There is not sufficient evidence to reject the null Hypothesis. Therefore, we fail to reject the hypothesis that there is no difference between the average weight gained between younger and mature mothers.

Question 4 - Now, a non-inference task: Determine the age cutoff for younger and mature mothers. Use a method of your choice, and explain how your method works.

Answer:

We can find the cutoff by taking the maximum age of younger mothers and the minimum age of mature mothers:

max(subset(nc$mage, nc$mature == "younger mom"), na.rm = TRUE)
## [1] 34
min(subset(nc$mage, nc$mature == "mature mom"), na.rm = TRUE)
## [1] 35

The cutoff appears to be that any mother who gives birth at 34 or younger is considered a younger mother while a mother who gives birth at 35 or over is considered an older mother. My assumption is that the age is truncated (rounded down) to determine the age.

Question #5 - Pick a pair of numerical and categorical variables and come up with a research question evaluating the relationship between these variables. Formulate the question in a way that it can be answered using a hypothesis test and/or a confidence interval. Answer your question using the inference function, report the statistical results, and also provide an explanation in plain language.

Answer:

Research Question - Is the average age of the father different between premie and full term children that were born?

\[{ H }_{ O }:\quad { \mu }_{ (Father's\quad Age|full\quad term) }\quad -\quad { \mu }_{ (Father's\quad Age|premie) }\quad =\quad 0\\ { H }_{ A }:\quad { \mu }_{ (Father's\quad Age|full\quad term) }\quad -\quad { \mu }_{ (Father's\quad Age|premie) }\quad \neq \quad 0\]

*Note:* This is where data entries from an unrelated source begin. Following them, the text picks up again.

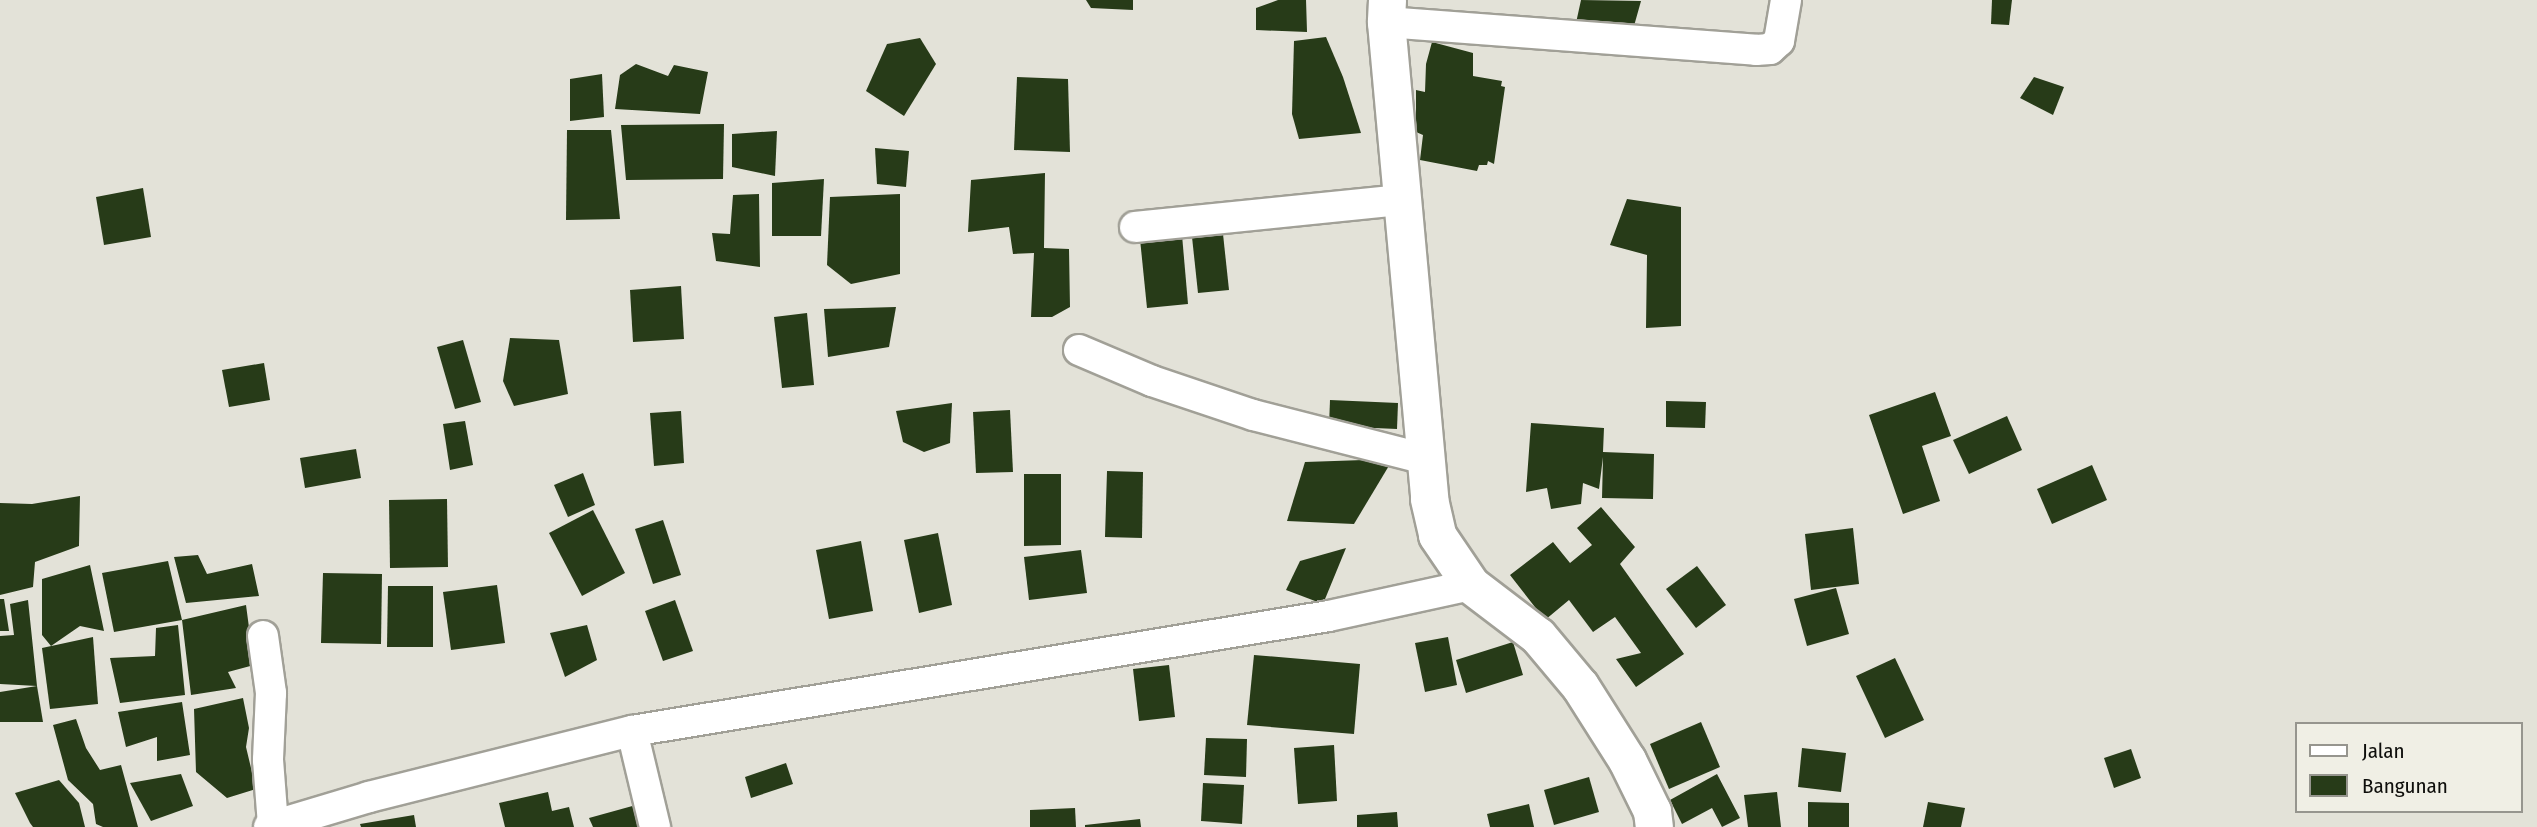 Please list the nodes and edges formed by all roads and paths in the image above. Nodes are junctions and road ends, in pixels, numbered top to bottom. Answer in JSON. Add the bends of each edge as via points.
{"nodes":[{"id":1,"x":1786,"y":0,"type":"edge"},
{"id":2,"x":1386,"y":11,"type":"edge"},
{"id":3,"x":1402,"y":200,"type":"junction"},
{"id":4,"x":1135,"y":227,"type":"dead end"},
{"id":5,"x":1079,"y":350,"type":"dead end"},
{"id":6,"x":1425,"y":459,"type":"junction"},
{"id":7,"x":1471,"y":585,"type":"junction"},
{"id":8,"x":263,"y":636,"type":"dead end"},
{"id":9,"x":632,"y":731,"type":"junction"},
{"id":10,"x":271,"y":826,"type":"edge"},
{"id":11,"x":655,"y":827,"type":"edge"},
{"id":12,"x":1654,"y":827,"type":"edge"}],
"edges":[{"from":1,"to":2,"type":"street","via":[[1779,41],[1770,49],[1756,51]]},
{"from":2,"to":3,"type":"street"},
{"from":3,"to":4,"type":"street"},
{"from":3,"to":6,"type":"street"},
{"from":5,"to":6,"type":"street","via":[[1253,415]]},
{"from":6,"to":7,"type":"street","via":[[1437,535]]},
{"from":7,"to":9,"type":"street","via":[[1329,616]]},
{"from":7,"to":12,"type":"street","via":[[1538,636],[1580,686],[1627,760],[1652,811]]},
{"from":8,"to":10,"type":"street","via":[[271,693]]},
{"from":9,"to":10,"type":"street"},
{"from":9,"to":11,"type":"street"}]} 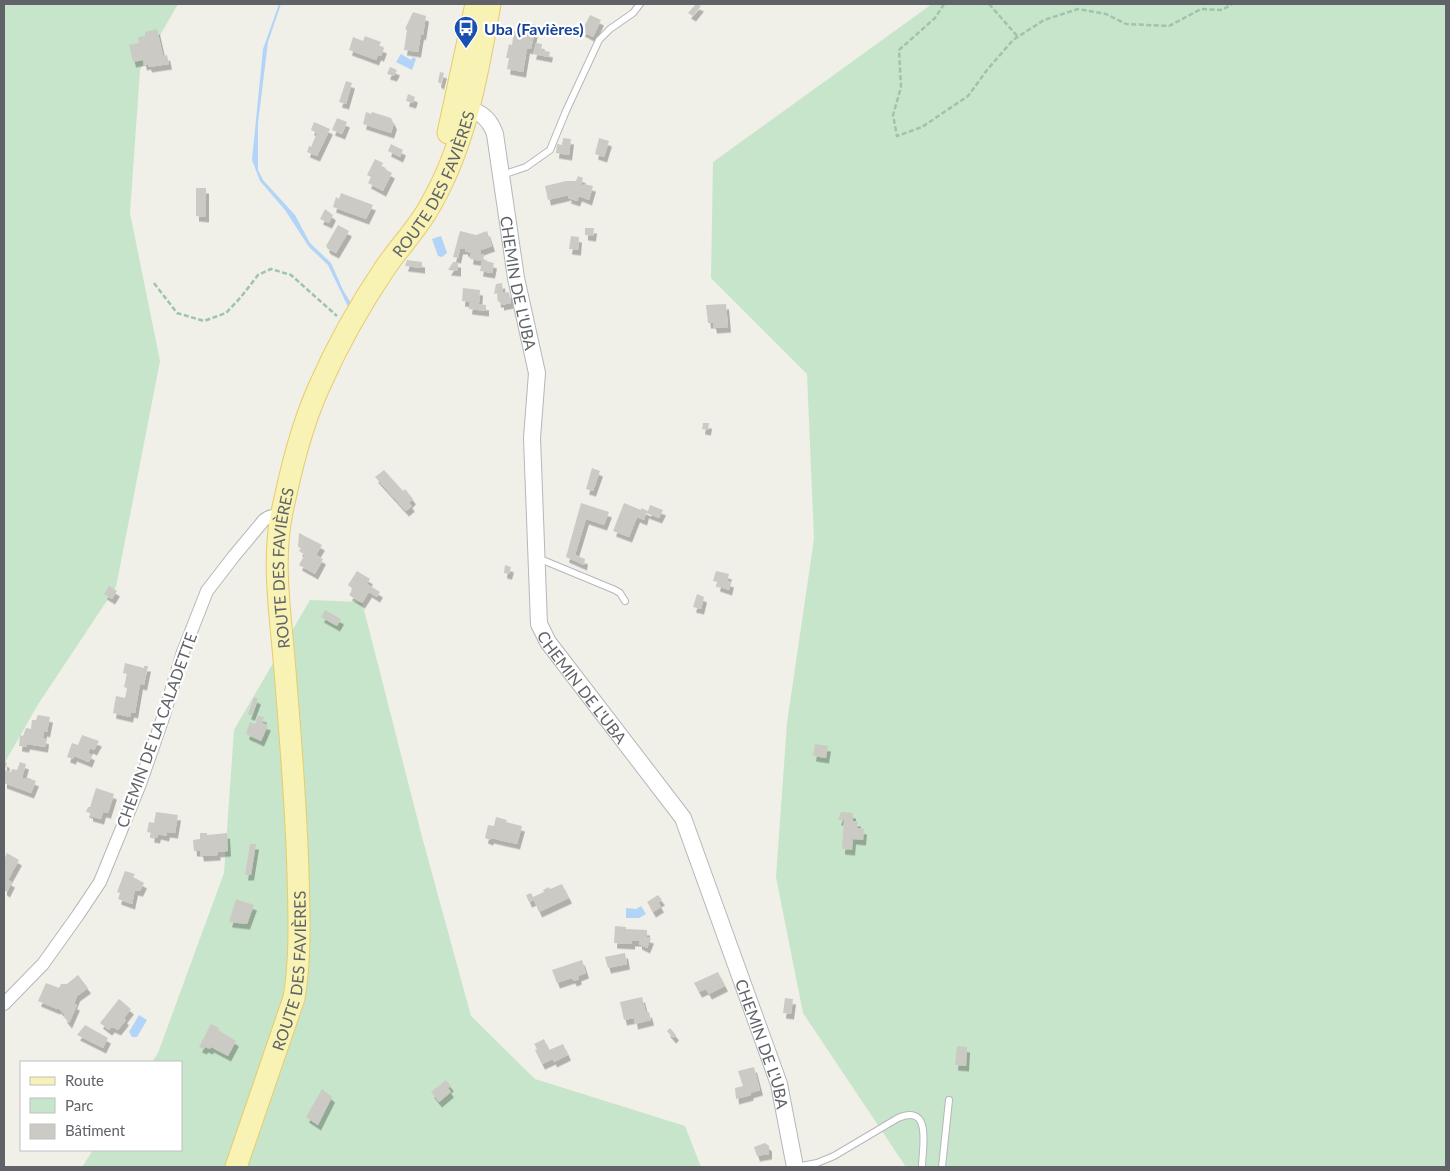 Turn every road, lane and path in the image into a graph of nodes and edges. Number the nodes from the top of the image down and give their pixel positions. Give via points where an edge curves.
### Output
1 (476, 4) edge
2 (490, 4) edge
3 (640, 4) edge
4 (944, 4) edge
5 (988, 4) edge
6 (1232, 4) edge
7 (1018, 37) junction
8 (462, 107) junction
9 (501, 175) junction
10 (154, 283) dead end
11 (350, 326) junction
12 (281, 517) junction
13 (536, 560) junction
14 (624, 600) dead end
15 (4, 1004) edge
16 (949, 1100) dead end
17 (236, 1167) edge
18 (796, 1167) edge
19 (922, 1167) edge
20 (942, 1167) edge

1 - 8 main road, ROUTE DES FAVIÈRES
2 - 8 main road, ROUTE DES FAVIÈRES
3 - 9 lane via 599,40 550,150 526,167
4 - 7 path via 935,18 899,50 901,87 893,115 897,136 922,127 968,96
5 - 7 path
6 - 7 path via 1222,10 1201,9 1169,26 1126,24 1106,14 1078,9 1044,20
8 - 9 street, CHEMIN DE L'UBA via 485,116 493,128
8 - 11 main road, ROUTE DES FAVIÈRES via 430,180
9 - 13 street, CHEMIN DE L'UBA via 516,278 537,373 532,438
10 - 11 path via 177,313 204,321 226,313 242,298 258,275 271,269 291,275
11 - 12 main road, ROUTE DES FAVIÈRES via 318,388 305,423
12 - 15 street, CHEMIN DE LA CALADETTE via 264,520 207,591 183,652 140,784 100,882 43,964
12 - 17 main road, ROUTE DES FAVIÈRES via 278,552 280,606 297,824 299,969 294,998
13 - 14 lane via 546,561 615,590
13 - 18 street, CHEMIN DE L'UBA via 538,619 542,632 686,824 779,1084
16 - 20 lane
18 - 19 lane via 834,1156 898,1118 909,1115 914,1115 923,1126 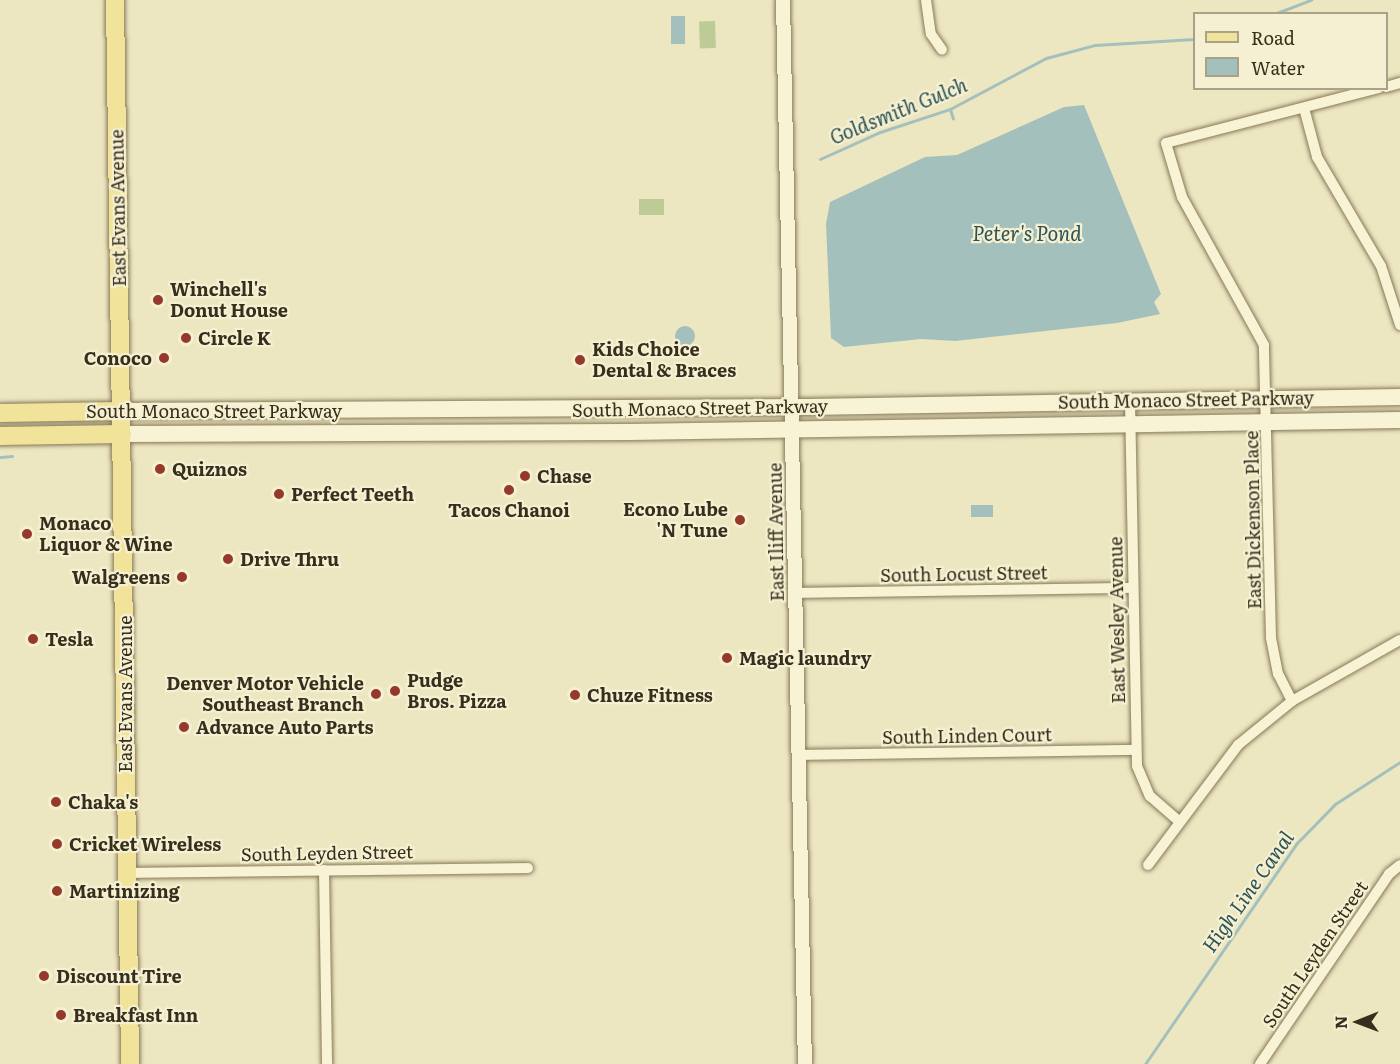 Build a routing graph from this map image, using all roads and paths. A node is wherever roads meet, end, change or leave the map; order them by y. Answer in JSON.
{"nodes":[{"id":1,"x":115,"y":0,"type":"edge"},
{"id":2,"x":783,"y":0,"type":"edge"},
{"id":3,"x":926,"y":0,"type":"edge"},
{"id":4,"x":942,"y":50,"type":"dead end"},
{"id":5,"x":1372,"y":90,"type":"edge"},
{"id":6,"x":1304,"y":108,"type":"junction"},
{"id":7,"x":1400,"y":325,"type":"edge"},
{"id":8,"x":1400,"y":397,"type":"edge"},
{"id":9,"x":1268,"y":399,"type":"junction"},
{"id":10,"x":1130,"y":402,"type":"junction"},
{"id":11,"x":792,"y":407,"type":"junction"},
{"id":12,"x":122,"y":411,"type":"junction"},
{"id":13,"x":0,"y":413,"type":"edge"},
{"id":14,"x":1400,"y":420,"type":"edge"},
{"id":15,"x":1268,"y":422,"type":"junction"},
{"id":16,"x":1130,"y":424,"type":"junction"},
{"id":17,"x":792,"y":430,"type":"junction"},
{"id":18,"x":122,"y":434,"type":"junction"},
{"id":19,"x":0,"y":436,"type":"edge"},
{"id":20,"x":1133,"y":588,"type":"junction"},
{"id":21,"x":796,"y":593,"type":"junction"},
{"id":22,"x":1400,"y":640,"type":"edge"},
{"id":23,"x":1292,"y":701,"type":"junction"},
{"id":24,"x":1136,"y":750,"type":"junction"},
{"id":25,"x":799,"y":755,"type":"junction"},
{"id":26,"x":1179,"y":821,"type":"junction"},
{"id":27,"x":1148,"y":865,"type":"dead end"},
{"id":28,"x":1400,"y":865,"type":"edge"},
{"id":29,"x":528,"y":868,"type":"dead end"},
{"id":30,"x":324,"y":870,"type":"junction"},
{"id":31,"x":127,"y":873,"type":"junction"},
{"id":32,"x":130,"y":1064,"type":"edge"},
{"id":33,"x":327,"y":1064,"type":"edge"},
{"id":34,"x":805,"y":1064,"type":"edge"},
{"id":35,"x":1260,"y":1064,"type":"edge"}],
"edges":[{"from":1,"to":12,"type":"main road","name":"East Evans Avenue"},
{"from":2,"to":11,"type":"street","name":"East Iliff Avenue"},
{"from":3,"to":4,"type":"street"},
{"from":5,"to":6,"type":"street"},
{"from":6,"to":7,"type":"street"},
{"from":6,"to":9,"type":"street","name":"East Dickenson Place"},
{"from":8,"to":9,"type":"main road","name":"South Monaco Street Parkway"},
{"from":9,"to":10,"type":"main road","name":"South Monaco Street Parkway"},
{"from":9,"to":15,"type":"street","name":"East Dickenson Place"},
{"from":10,"to":11,"type":"main road","name":"South Monaco Street Parkway"},
{"from":10,"to":16,"type":"street","name":"East Wesley Avenue"},
{"from":11,"to":12,"type":"main road","name":"South Monaco Street Parkway"},
{"from":11,"to":17,"type":"street","name":"East Iliff Avenue"},
{"from":12,"to":13,"type":"main road","name":"South Monaco Street Parkway"},
{"from":12,"to":18,"type":"main road","name":"East Evans Avenue"},
{"from":14,"to":15,"type":"main road","name":"South Monaco Street Parkway"},
{"from":15,"to":16,"type":"main road","name":"South Monaco Street Parkway"},
{"from":15,"to":23,"type":"street","name":"East Dickenson Place"},
{"from":16,"to":17,"type":"main road","name":"South Monaco Street Parkway"},
{"from":16,"to":20,"type":"street","name":"East Wesley Avenue"},
{"from":17,"to":18,"type":"main road","name":"South Monaco Street Parkway"},
{"from":17,"to":21,"type":"street","name":"East Iliff Avenue"},
{"from":18,"to":19,"type":"main road","name":"South Monaco Street Parkway"},
{"from":18,"to":31,"type":"main road","name":"East Evans Avenue"},
{"from":20,"to":21,"type":"street","name":"South Locust Street"},
{"from":20,"to":24,"type":"street","name":"East Wesley Avenue"},
{"from":21,"to":25,"type":"street","name":"East Iliff Avenue"},
{"from":22,"to":23,"type":"street"},
{"from":23,"to":26,"type":"street"},
{"from":24,"to":25,"type":"street","name":"South Linden Court"},
{"from":24,"to":26,"type":"street","name":"East Wesley Avenue"},
{"from":25,"to":34,"type":"street","name":"East Iliff Avenue"},
{"from":26,"to":27,"type":"street"},
{"from":28,"to":35,"type":"street","name":"South Leyden Street"},
{"from":29,"to":30,"type":"street","name":"South Leyden Street"},
{"from":30,"to":31,"type":"street","name":"South Leyden Street"},
{"from":30,"to":33,"type":"street"},
{"from":31,"to":32,"type":"main road","name":"East Evans Avenue"}]}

inference(y = nc$fage, x = nc$premie, est = "mean", type = "ht", 
    null = 0, alternative = "twosided", method = "theoretical", 
    order = c("full term", "premie"))
## Response variable: numerical, Explanatory variable: categorical
## Difference between two means
## Summary statistics:
## n_full term = 714, mean_full term = 30.2423, sd_full term = 6.6329
## n_premie = 114, mean_premie = 30.3158, sd_premie = 7.5859
## Observed difference between means (full term-premie) = -0.0735
## 
## H0: mu_full term - mu_premie = 0 
## HA: mu_full term - mu_premie != 0 
## Standard error = 0.753 
## Test statistic: Z =  -0.098 
## p-value =  0.9222

There is not sufficient evidence to reject the null hypothesis. Therefore, we fail to reject the hypothesis that there is no difference of age between the fathers of premie and full term children.

inference(y = nc$fage, x = nc$premie, est = "mean", type = "ci", 
    null = 0, alternative = "twosided", method = "theoretical", 
    order = c("full term", "premie"), conflevel = 0.95)
## Response variable: numerical, Explanatory variable: categorical
## Difference between two means
## Summary statistics:
## n_full term = 714, mean_full term = 30.2423, sd_full term = 6.6329
## n_premie = 114, mean_premie = 30.3158, sd_premie = 7.5859

## Observed difference between means (full term-premie) = -0.0735
## 
## Standard error = 0.7526 
## 95 % Confidence interval = ( -1.5486 , 1.4016 )

We are 95% confident that the average difference of the fathers age between premie and full term children is -1.5486 and 1.4016 years.